Neurocientíficos de la Universidad de Bangor (en Gales, Reino Unido) y University College London (UCL), en Reino Unido, identificaron los procesos que ocurren en el cerebro milisegundos antes de emprender una serie de movimientos cruciales para el habla, la escritura a mano, los deportes o tocar un instrumento musical.
Lo hicieron midiendo pequeños campos magnéticos fuera de la cabeza de los participantes e identificando patrones únicos que forman cada secuencia antes de que se ejecute. Además, identificaron diferencias entre los patrones neuronales que conducen a una ejecución más hábil en lugar de una más propensa a errores.
La investigación, financiada por el Wellcome Trust, se publicó el pasado jueves en Neuron.

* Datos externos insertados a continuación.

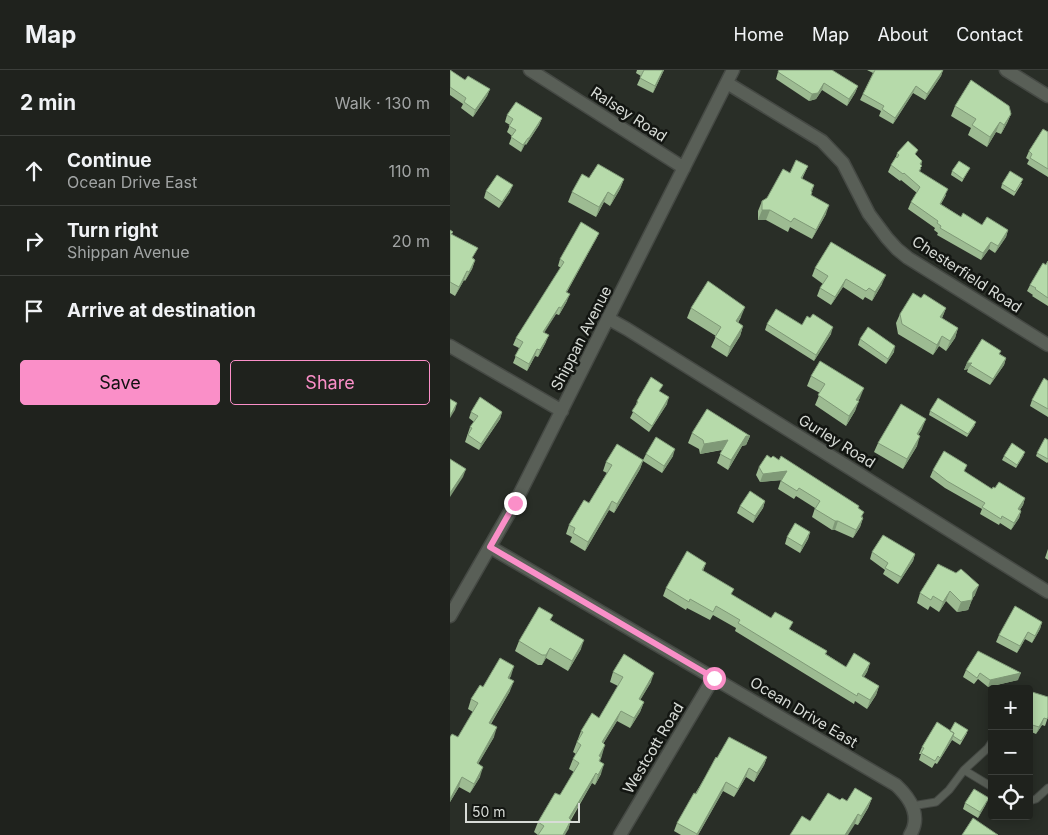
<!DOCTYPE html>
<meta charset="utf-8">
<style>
:root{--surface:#1f221d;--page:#272a26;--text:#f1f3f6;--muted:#a1a4a4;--line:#3c3f3b;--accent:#fa8fc8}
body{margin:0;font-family:Inter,sans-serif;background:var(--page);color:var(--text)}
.controls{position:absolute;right:15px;bottom:15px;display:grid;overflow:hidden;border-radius:5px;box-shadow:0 2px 12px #0003}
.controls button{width:45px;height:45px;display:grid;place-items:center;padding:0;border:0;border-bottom:1px solid var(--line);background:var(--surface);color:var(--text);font:25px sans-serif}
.scale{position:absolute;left:15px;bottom:12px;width:115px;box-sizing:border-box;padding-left:5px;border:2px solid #d8dcd7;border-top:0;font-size:14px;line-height:18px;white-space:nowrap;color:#d8dcd7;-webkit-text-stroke:4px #131612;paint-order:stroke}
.stop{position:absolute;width:15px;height:15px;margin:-11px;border:4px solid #fa8fc8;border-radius:50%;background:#fff}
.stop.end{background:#fa8fc8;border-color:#fff;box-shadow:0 1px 5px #0008}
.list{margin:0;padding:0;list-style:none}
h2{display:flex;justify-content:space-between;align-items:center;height:65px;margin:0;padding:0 20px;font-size:21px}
h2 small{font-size:16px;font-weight:400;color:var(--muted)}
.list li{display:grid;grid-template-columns:32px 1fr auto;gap:15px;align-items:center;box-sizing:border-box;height:70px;padding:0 20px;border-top:1px solid var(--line)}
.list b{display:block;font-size:19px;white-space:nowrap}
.list p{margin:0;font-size:16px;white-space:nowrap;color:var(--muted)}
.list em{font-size:16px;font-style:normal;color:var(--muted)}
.actions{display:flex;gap:10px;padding:15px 20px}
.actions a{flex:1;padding:11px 0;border:1px solid var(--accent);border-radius:5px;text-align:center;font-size:18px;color:var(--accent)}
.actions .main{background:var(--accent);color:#111}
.icon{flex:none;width:28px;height:28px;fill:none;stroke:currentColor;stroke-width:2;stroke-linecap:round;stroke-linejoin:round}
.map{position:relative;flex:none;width:598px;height:765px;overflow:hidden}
header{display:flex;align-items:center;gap:30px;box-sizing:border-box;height:70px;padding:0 25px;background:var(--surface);border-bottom:1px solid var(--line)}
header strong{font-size:24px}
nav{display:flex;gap:28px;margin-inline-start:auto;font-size:18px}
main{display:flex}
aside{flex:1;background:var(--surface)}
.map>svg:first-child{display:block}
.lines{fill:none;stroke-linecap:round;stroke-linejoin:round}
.lane-casing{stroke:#454944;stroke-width:9}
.street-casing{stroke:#454944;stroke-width:15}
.lane{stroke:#595f57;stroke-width:7}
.street{stroke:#595f57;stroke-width:12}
.wall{fill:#9dbb92}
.shaded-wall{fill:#7f9977}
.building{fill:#b6daaa;stroke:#7f9977}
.route{stroke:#fa8fc8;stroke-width:6}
.labels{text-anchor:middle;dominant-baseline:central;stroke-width:5;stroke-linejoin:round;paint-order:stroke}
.street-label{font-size:15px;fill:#d8dcd7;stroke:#131612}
</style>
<header>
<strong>Map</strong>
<nav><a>Home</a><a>Map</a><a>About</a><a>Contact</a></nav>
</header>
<main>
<aside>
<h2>2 min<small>Walk · 130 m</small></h2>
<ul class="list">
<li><svg class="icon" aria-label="ahead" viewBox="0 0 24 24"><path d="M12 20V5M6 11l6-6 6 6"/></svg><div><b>Continue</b><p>Ocean Drive East</p></div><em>110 m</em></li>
<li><svg class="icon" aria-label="right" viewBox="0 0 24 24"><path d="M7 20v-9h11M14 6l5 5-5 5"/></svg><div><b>Turn right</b><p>Shippan Avenue</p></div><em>20 m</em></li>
<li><svg class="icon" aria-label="arrive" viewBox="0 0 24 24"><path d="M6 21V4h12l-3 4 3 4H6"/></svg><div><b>Arrive at destination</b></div></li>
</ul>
<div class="actions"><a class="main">Save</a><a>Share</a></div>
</aside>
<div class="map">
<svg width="598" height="765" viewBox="0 0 598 765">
<rect width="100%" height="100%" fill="#292e27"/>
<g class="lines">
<g class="lane-casing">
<path id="lane" d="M514 700 542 717
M579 731 586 729 598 718
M462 736 486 732 499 720 514 700 538 678 542 672"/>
</g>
<g class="street-casing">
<path id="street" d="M80 0 234 98
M556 0 598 26
M277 13 372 71 393 93 419 144 437 168 447 179 458 188 598 275
M159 249 177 259 598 522
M0 276 112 341
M40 477 446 715C460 728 472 746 460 765
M0 546 65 433 283 0
M170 765 264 607"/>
</g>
<use href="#lane" class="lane"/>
<use href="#street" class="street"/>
</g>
<path class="wall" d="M0 0 15 10 40 19 37 26 23 47 11 38 13 34 0 25Z
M187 0H214L203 23 187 15 191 6 186 3Z
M417 0H493L491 6 475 30 463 23 443 54 429 46 431 41 410 30 423 3Z
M328 2 408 16 405 23 397 36 372 20 366 29 359 31 326 9Z
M505 36 561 44 557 53 551 64 546 62 537 77 518 65 521 58 501 46Z
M57 45 92 48 89 55 76 75 75 74 71 82 59 74 62 66 57 62 60 55 55 52Z
M598 62V107L577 94 579 90 576 88 579 81Z
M447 83 466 86 472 91 470 102 496 125 491 134 511 147 532 155 558 160 556 167 545 183 539 179 531 190 487 165 488 163 484 160 485 158 458 139 461 132 467 123 451 110 450 111 438 102 441 95 446 87Z
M358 96 352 109 364 115 361 125 376 144 362 169 340 157 338 162 316 150H308V141L312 131 317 128 340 103Z
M520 98 512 112 501 105 502 101Z
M139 108 174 109 170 119 160 136 154 132 146 147 118 132 122 122Z
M572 113 564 126 551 118 552 114Z
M36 121 60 122 49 138 34 128Z
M0 160 3 162 2 164 25 190 22 199 15 211 14 210 5 226 0 223Z
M149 163 146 169 117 222V231L109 245 106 244 94 262 96 272 88 287 85 286 77 301 63 293 69 278 63 275 66 268 111 198 108 196 110 189Z
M598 191V236L582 226 583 225 577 221 580 215Z
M365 198 432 214 422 231 415 227 413 230 393 217 381 235 367 226 370 218 373 214 362 206Z
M471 228 496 238 492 248 508 258 505 268 496 281 489 276 483 285 448 264 446 253 450 244Z
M241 238 291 247 288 253 293 256 290 266 277 287 261 277 266 266 237 248Z
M360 248 381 264 364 291 315 260 317 254 352 255Z
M410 269 444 282 436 294 408 275Z
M550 284 556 288 554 295 540 315 517 302 518 299 514 300 517 293Z
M361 306 410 328 408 331 405 341 396 356 365 335 370 323 357 316Z
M598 311V347L580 336 582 330Z
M210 322 217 334 199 362 180 348 185 338 187 331Z
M480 341 525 355 517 367 479 345Z
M21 342H52L50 349 29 380 15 372 20 357 24 352 19 348Z
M472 359 468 365 467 376 453 399 424 382 428 373Z
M242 363 300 366 296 375 292 376 278 400 267 393 272 380 250 384 249 379 238 373Z
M598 370V392L597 393 586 386 587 383Z
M196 384 223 386 212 403 193 391 190 399 164 443 159 440 135 481 120 472 122 467 116 464 119 455 139 433 157 403 153 401 156 392 193 390Z
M574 385 566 398 552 390 554 386Z
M309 397 409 438 413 448 410 457 403 468 385 460H382L362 447 365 438 346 426 344 429 328 419 331 410 310 412 306 405Z
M483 400 515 402 542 419 575 428 573 435 570 440 571 441 569 448 561 460 550 453 549 455 530 444 532 439 495 418 480 407Z
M315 431 313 438 303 453 287 443 290 436Z
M360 462 358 469 350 483 335 474 337 467Z
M598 479V490L595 488Z
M422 482 465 484 463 491 448 514 433 504 435 500 420 489Z
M256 493 253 501 282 525 377 581 376 584 396 597 420 593 417 602 414 607 429 616 426 625 417 639 405 631 404 634 285 561 286 558 263 545 260 550 237 538 236 540 213 526 216 518Z
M488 494 525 525 522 529 518 540 507 542 496 531 489 542 480 536 478 540 467 533 470 523Z
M101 550 131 579 118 601 96 588 92 595H88L65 581 69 571Z
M592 552 590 559 582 573 575 569 567 583 546 572 549 565Z
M516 600 568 610 538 617 528 609 524 614 513 607Z
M163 602 201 612 190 630 194 632 190 642 180 658 167 651 153 674 152 685 150 691 151 704 145 715 142 713 121 750 118 760 88 765 84 762 88 752 110 725 124 702 119 699 123 689 126 684 123 682 131 661 149 648 168 616 160 612Z
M61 606 59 609 60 621 41 654 44 667 28 694 30 707 20 723 9 717 0 732V667H8L23 642 18 639 21 629 33 617Z
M579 621 598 647 595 656 592 655 586 664 579 661Z
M500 661 517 663 510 675 502 670 487 694 485 693 482 698 469 690 471 684H469L472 677Z
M317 687 314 695 304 712 296 707 284 727 273 721 248 765H231L224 761 227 753 267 688Z
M422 728 418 738 408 755 405 754 360 751 390 730 397 731Z
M515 733 536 734 528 748 513 739Z"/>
<path class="shaded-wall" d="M213 0H214L203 23 205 16Z
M493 0 491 6 475 30 477 24Z
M374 13 372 20 366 29 359 31 362 24Z
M408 16 405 23 397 36 399 29Z
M466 16 463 23 443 54 445 48Z
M40 19 37 26 23 47 25 40Z
M561 44 557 53 551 64 554 55Z
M92 48 89 55 76 75 79 68Z
M550 52 546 62 537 77 540 67Z
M78 68 71 82 73 75Z
M174 109 170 119 160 136 164 126Z
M63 115 60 122 49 138 52 132Z
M158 122 154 132 146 147 149 137Z
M379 135 376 144 362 169 366 160Z
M312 140H320L316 150H308Z
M558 160 556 167 545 183 548 176Z
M149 163 146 169 113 228 116 222Z
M541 172 539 179 531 190 533 183Z
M25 190 22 199 15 211 19 202Z
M17 201 14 210 5 226 9 217Z
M436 205 432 214 422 231 425 222Z
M396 209 393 217 381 235 385 227Z
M120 224 117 231 109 245 111 238Z
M109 237 106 244 91 268 93 262Z
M295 237 291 247 282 261 286 251Z
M496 238 492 248 490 247Z
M293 256 290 266 277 287 280 277Z
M383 257 381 264 364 291 366 285Z
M508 258 505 268 496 281 500 271Z
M99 265 96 272 88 287 90 280Z
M492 266 489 276 483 285 487 275Z
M445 276 444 282 436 294 438 289Z
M87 279 85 286 77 301 79 294Z
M556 288 554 295 540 315 543 309Z
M517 293H522L518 299 514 300Z
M414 318 410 328 403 340 406 330Z
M219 327 217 334 199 362 202 356Z
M409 331 405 341 396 356 399 346Z
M7 333 5 340 0 348V346Z
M52 342 50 349 29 380 31 374Z
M476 349 472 359 463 374 467 364Z
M296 366H300L296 375 292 376 278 400 281 390Z
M470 366 467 376 453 399 457 389Z
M278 370 275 379 250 384 254 374Z
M225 379 223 386 212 403 214 396Z
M193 390 190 399 164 443 167 434Z
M16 399 13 407 0 427V423Z
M337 401 334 410 310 412 313 404Z
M575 428 573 435 566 446 568 439Z
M162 431 159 440 135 481 138 472Z
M315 431 313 438 303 453 305 446Z
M571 441 569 448 561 460 564 453Z
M413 448 410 457 403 468 406 460Z
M385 451H388L385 460H382Z
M360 462 358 469 350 483 352 476Z
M465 484 463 491 448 514 451 507Z
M529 515 525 525 520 531 522 530 518 540 507 542 511 532Z
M500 521 496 531 489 542 493 532Z
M592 552 590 559 582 573 585 566Z
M578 562 575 569 567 583 570 576Z
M134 570 131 579 118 601 122 591Z
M100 578 96 588 92 595 96 585Z
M420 593 417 602 409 614 412 606Z
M64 596 61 606 54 617 58 608Z
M204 603 201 612 185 639 189 629Z
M571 603 568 610 538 617 540 610Z
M64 611 60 621 35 663 39 653Z
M429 616 426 625 417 639 420 630Z
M194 632 190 642 180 658 184 648Z
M171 641 167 651 148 682 152 672Z
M594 648 592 655 586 664 589 657Z
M47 657 44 667 23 703 27 693Z
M504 663 502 670 487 694 490 688Z
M155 675 152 685 145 696 149 686Z
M317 687 314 695 304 712 307 703Z
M154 694 151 704 145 715 148 705Z
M33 697 30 707 20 723 24 714Z
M299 698 296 707 284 727 288 719Z
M146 703 142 713 115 758 119 748Z
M12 707 9 717 0 732V729Z
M276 712 273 721 248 765H246Z
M422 728 418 738 408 755 411 746Z
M539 728 536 734 528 748 530 742Z
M408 744 405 754 398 765H395Z
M121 750 118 760 115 765H113Z"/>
<path class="building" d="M0 0 15 10 18 6 40 19 25 40 14 32 16 28 0 17Z
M194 0H213L205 16 190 8Z
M329 0H382L408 16 399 29 374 13 368 23 362 24 328 2Z
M425 0H493L477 24 466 16 445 48 432 39 434 36 413 24Z
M521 10 559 36 561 44 554 55 550 52 540 67 522 55 526 49 505 36Z
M66 32 92 48 79 68H78L73 75 61 67 66 60 59 56 63 49 57 45Z
M593 59 598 62V99L580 88 582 84 579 81Z
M458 71 468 80 465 84 472 91 470 94 472 96 470 98H471L469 101 498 119 490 134 511 147 513 143 532 155 537 147 558 160 548 176 541 172 533 183 490 158 491 156 487 153 488 151 461 132 470 117 454 103 453 104 441 95 446 87 447 88 449 85 447 83Z
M346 90 358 96 351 108 364 115 361 121 362 122 361 125 379 135 366 160 344 148 341 152 320 140H312V131L317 128 333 99 340 103Z
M509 91 520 98 513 109 502 101Z
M148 94 174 109 164 126 158 122 149 137 122 122 132 104 139 108Z
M560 101 573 109 565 122 552 114Z
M47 105 63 115 52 132 36 121Z
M131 152 149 163 116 222 120 224 111 238 109 237 93 262 99 265 90 280 87 279 79 294 65 286 73 272 66 268 114 192 110 189Z
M0 160 3 162 1 164 28 178 22 188 25 190 19 202 17 201 9 217 0 212Z
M381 172 436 205 425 222 419 218 416 221 396 209 385 227 370 218 378 206 365 198Z
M598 191V228L585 219 586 218 580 215 593 193 596 195Z
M258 211 295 237 286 251 293 256 280 277 265 267 271 257 241 238Z
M463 223 471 228 474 224 496 238 490 247 508 258 500 271 492 266 487 275 452 254 450 244Z
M326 239 352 255 357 246 360 248 363 244 383 257 366 285 317 254Z
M418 257 445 276 438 289 410 269Z
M532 269 551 281 549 284 556 288 543 309 520 295 522 293H517Z
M370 291 414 318 406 330 409 331 399 346 368 325 375 314 361 306Z
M201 307 213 315 209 321 219 327 202 356 182 341 188 332 187 331Z
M594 308 598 311V339L582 330Z
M30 327 52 342 31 374 18 365 22 358 20 357 28 346 21 342Z
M488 328 526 352 518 364 480 341Z
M0 329 7 333 0 346Z
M451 334 476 349 467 364 470 366 457 389 428 373Z
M257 339 300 366H296L281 390 270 384 278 370 254 374 253 370 242 363Z
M206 367 225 379 214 396 196 384Z
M595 368 598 370V389L587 383Z
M562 373 575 382 567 395 554 386Z
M167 374 193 390 167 434 162 431 138 472 123 463 125 458 119 455 134 430 139 433 162 395 156 392Z
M494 381 517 395 514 401 542 419 543 417 545 418 549 412 575 428 568 439 571 441 564 453 552 446 551 449 532 437 535 433 497 411 483 400Z
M317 385 321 388 323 386 329 390 331 386 409 436 408 438 414 442 411 447 413 448 406 460 388 451H385L365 439 370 431 349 418 347 421 331 411 337 401 313 404 309 397Z
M0 389 16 399 0 423Z
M300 421 315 431 305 446 290 436Z
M345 453 360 462 352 476 337 467Z
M433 465 465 484 451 507 435 498 438 493 422 482Z
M237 481 256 493 252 500 284 519 281 524 321 548 325 542 343 552 339 559 377 581 375 584 396 597 404 583 420 593 412 606 429 616 420 630 408 623 407 626 288 553 290 550 266 536 263 542 240 529 239 532 216 518Z
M488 494 506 503 511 499 529 515 523 522 522 530 511 532 500 521 493 532 483 526 481 530 470 523Z
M565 536 592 552 585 566 578 562 570 576 549 565Z
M89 537 103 545 100 550 134 570 122 591 100 578 96 585H92L69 571Z
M528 581 571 603 540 610 530 603 527 608 516 600Z
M174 584 204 603 189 629 194 632 184 648 171 641 152 672 155 675 149 686 151 687 149 691 154 694 148 705 146 703 119 748 121 750 113 765H88L94 756 88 752 105 723 110 725 129 693 123 689 131 675 127 672 133 662 131 661 142 643 149 648 173 607 163 602Z
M50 588 64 596 58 608 64 611 39 653 47 657 27 693 33 697 24 714 12 707 0 729V667L2 664 8 667 28 633 21 629 30 615 33 617Z
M579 621 598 627V647L597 649 594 648 589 657 579 654Z
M487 652 504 663 490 688 488 686 485 691 471 683 474 678 472 677Z
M505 652 518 660 511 671 503 666 504 663 500 661Z
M279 667 317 687 307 703 299 698 288 719 276 712 247 764 227 753 244 723 246 724 266 687 267 688Z
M405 718 422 728 411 746 408 744 395 765H340L352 746 360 751 378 723 390 730 392 728 397 731Z
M524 719 539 728 530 742 515 733Z
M523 748 548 765H512Z"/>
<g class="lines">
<path class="route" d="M65 433 40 477 264 608"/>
</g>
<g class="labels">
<g class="street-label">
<text transform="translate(179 44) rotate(33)">Ralsey Road</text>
<text transform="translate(517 204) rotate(33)">Chesterfield Road</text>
<text transform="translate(131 268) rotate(-63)">Shippan Avenue</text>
<text transform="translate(387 371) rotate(32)">Gurley Road</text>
<text transform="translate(354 642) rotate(31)">Ocean Drive East</text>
<text transform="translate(203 678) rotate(-59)">Westcott Road</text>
</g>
</g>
</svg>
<div class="controls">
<button>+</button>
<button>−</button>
<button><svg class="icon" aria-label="locate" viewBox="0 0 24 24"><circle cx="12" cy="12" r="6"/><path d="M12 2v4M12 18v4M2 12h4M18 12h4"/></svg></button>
</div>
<div class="scale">50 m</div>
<div class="stop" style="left:264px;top:608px"></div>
<div class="stop end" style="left:65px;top:433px"></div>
</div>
</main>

Tras una investigación adicional, esta nueva información podría llevar al desarrollo de intervenciones que ayuden a la rehabilitación después del accidente cerebrovascular o mejoren la vida de las personas que viven con tartamudeo, dispraxia u otras afecciones similares.
La autora principal, la doctora Katja Kornysheva, de la Escuela de Psicología de la Universidad de Bangor, explicó que al usar una técnica no invasiva que mide la actividad cerebral en curso milisegundos por milisegundos, se pudo rastrear la actividad cerebral cuando los participantes se preparaban y luego movían los dedos de memoria. Esto reveló que el cerebro se prepara para acciones complejas en milisegundos de antemano al apilar las acciones a realizar, en el orden correcto.
Asimismo, al revisar los impulsos cerebrales, observaron que cuando los participantes producían las secuencias de manera correcta y precisa, sin errores, cada actividad estaba espaciada y ordenada antes de ser ejecutada.
Sin embargo, cuando ocurrían errores, la cola de espera de las acciones estaba visiblemente menos bien definida, como acciones separadas y distintas. Parece que cuanto más estrechamente agrupadas y menos definidas estaban las colas, más participantes cometieron errores en la producción y el tiempo de la secuencia, detalló Kornysheva.
Infortunadamente, los trastornos del control de secuencias y la fluidez pueden alterar gravemente la vida cotidiana, sin que el tratamiento sea predictivamente efectivo.
Eventualmente, esta investigación podría llevar al desarrollo de decodificadores a medida que brinden una respuesta instantánea al usuario.
Asimismo, podría ayudar a entrenar a los cerebros para crear el estado de preparación correcto y superar dificultades como el tartamudeo o la dispraxia.